(DATA FOR THIS TASK Opens)
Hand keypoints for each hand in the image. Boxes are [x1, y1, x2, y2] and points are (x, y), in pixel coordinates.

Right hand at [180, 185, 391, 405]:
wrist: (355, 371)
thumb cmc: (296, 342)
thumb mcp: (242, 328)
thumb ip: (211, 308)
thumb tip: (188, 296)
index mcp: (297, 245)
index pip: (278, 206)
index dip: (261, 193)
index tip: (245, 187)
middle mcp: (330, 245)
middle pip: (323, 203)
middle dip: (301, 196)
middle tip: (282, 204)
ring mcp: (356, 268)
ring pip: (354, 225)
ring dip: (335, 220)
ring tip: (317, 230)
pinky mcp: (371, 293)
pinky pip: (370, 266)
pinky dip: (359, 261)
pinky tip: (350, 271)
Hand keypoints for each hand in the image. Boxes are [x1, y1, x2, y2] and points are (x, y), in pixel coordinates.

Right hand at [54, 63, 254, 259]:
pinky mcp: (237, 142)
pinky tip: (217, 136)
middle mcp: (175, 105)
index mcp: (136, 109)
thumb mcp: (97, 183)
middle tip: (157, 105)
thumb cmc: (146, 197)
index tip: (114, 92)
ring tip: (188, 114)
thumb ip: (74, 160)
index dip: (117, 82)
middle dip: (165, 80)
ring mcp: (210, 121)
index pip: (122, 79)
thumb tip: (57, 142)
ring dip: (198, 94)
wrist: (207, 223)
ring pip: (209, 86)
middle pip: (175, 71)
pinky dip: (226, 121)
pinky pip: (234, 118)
(DATA FOR THIS TASK Closes)
(DATA FOR THIS TASK Opens)
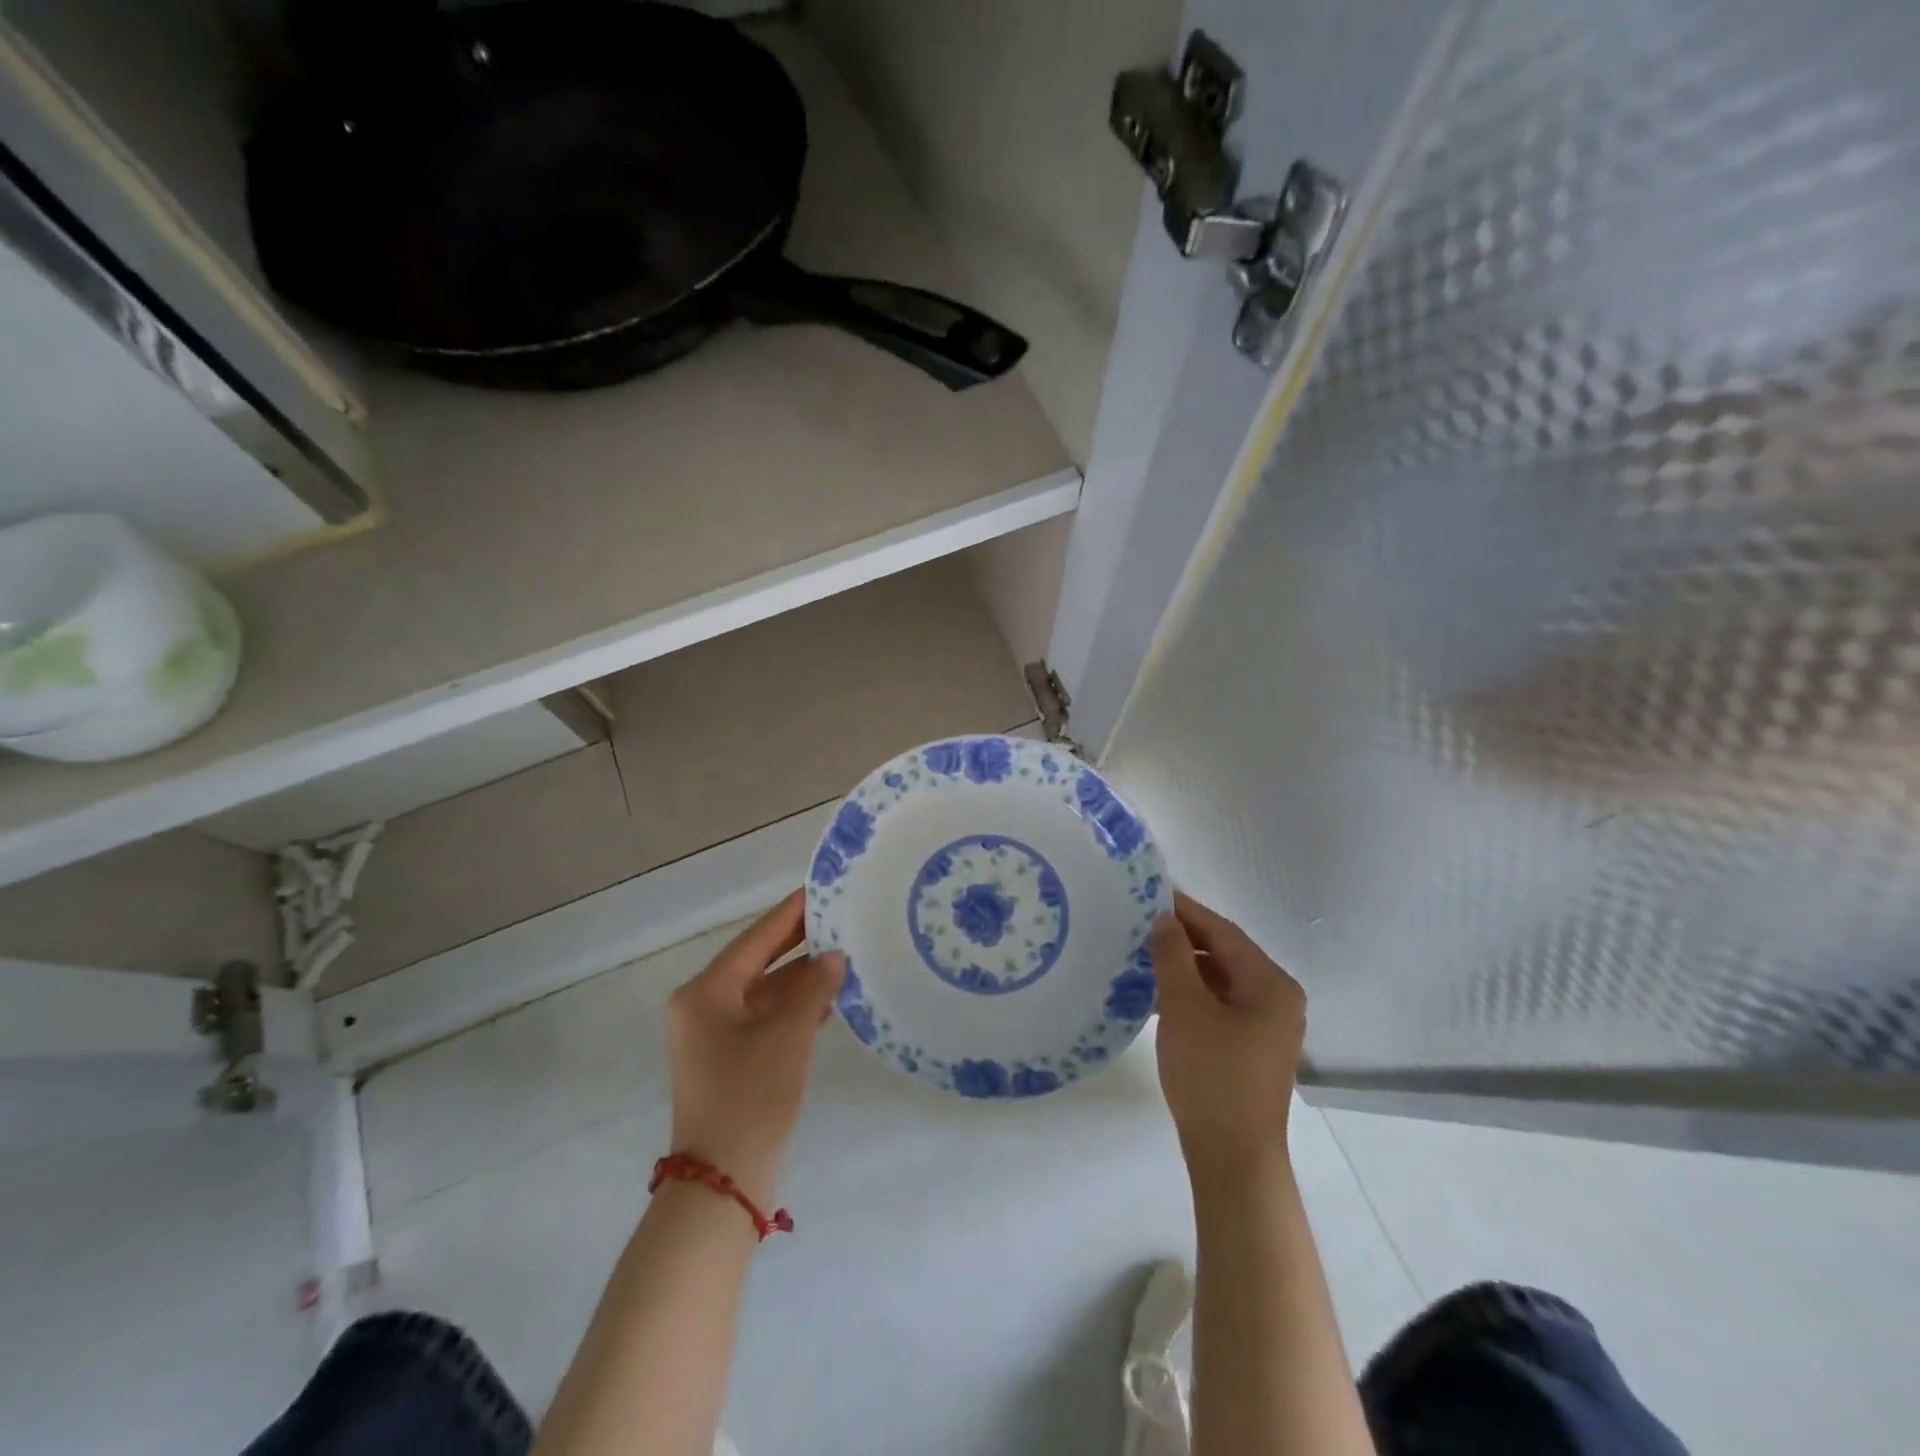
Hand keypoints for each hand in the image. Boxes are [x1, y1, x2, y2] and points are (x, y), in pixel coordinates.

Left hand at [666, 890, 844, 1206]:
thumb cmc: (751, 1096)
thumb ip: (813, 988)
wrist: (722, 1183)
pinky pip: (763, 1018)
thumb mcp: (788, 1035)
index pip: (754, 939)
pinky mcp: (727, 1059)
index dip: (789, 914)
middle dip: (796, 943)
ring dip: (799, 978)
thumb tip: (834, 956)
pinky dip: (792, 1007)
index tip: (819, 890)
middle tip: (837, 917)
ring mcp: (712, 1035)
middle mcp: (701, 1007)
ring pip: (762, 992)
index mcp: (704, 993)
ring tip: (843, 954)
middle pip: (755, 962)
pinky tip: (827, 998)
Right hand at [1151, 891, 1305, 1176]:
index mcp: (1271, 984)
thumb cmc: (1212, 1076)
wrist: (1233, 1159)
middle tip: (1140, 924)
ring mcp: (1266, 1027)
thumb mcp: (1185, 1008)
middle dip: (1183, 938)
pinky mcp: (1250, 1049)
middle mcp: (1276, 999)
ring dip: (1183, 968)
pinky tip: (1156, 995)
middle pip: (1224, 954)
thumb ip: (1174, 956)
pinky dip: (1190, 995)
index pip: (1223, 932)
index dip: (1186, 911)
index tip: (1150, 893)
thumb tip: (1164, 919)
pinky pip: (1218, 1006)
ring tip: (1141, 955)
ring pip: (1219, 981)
(DATA FOR THIS TASK Closes)
(DATA FOR THIS TASK Opens)
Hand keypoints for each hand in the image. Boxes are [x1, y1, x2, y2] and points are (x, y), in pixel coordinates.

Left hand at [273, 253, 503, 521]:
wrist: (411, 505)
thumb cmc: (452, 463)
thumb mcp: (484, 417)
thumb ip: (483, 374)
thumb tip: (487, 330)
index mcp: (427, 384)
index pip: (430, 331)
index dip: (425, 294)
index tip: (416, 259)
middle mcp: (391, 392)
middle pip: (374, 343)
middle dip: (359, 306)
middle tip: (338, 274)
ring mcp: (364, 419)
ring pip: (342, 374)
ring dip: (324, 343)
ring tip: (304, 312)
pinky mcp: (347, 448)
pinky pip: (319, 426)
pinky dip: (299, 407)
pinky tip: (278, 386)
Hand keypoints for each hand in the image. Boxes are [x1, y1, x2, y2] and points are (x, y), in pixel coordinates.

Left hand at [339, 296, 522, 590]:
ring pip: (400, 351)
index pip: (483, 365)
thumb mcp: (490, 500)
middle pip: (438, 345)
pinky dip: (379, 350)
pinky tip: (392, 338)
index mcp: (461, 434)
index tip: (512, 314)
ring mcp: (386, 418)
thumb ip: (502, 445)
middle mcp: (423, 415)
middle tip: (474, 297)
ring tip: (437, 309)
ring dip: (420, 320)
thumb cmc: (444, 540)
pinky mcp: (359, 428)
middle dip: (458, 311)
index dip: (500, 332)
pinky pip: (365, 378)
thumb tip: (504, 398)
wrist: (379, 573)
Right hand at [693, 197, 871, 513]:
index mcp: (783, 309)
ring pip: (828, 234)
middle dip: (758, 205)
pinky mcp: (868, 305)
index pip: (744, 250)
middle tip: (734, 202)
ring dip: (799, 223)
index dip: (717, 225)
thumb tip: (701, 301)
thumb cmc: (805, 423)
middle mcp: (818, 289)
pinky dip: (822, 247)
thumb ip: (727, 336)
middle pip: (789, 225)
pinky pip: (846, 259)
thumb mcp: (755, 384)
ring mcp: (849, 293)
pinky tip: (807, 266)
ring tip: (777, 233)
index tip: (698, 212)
(DATA FOR THIS TASK Closes)
- **WORK REQUIRED**: When you reach the line with "ring tip: (188, 114)" in the records above, start writing out lines exactly, and stop once the line with "pinky pip: (234, 118)" has been written; include nothing else.

- **WRITTEN RESPONSE**:
ring tip: (188, 114)
thumb ip: (74, 160)
index dip: (117, 82)
middle dip: (165, 80)
ring mcp: (210, 121)
index pip: (122, 79)
thumb tip: (57, 142)
ring dip: (198, 94)
wrist: (207, 223)
ring pip: (209, 86)
middle pip: (175, 71)
pinky dip: (226, 121)
pinky pip: (234, 118)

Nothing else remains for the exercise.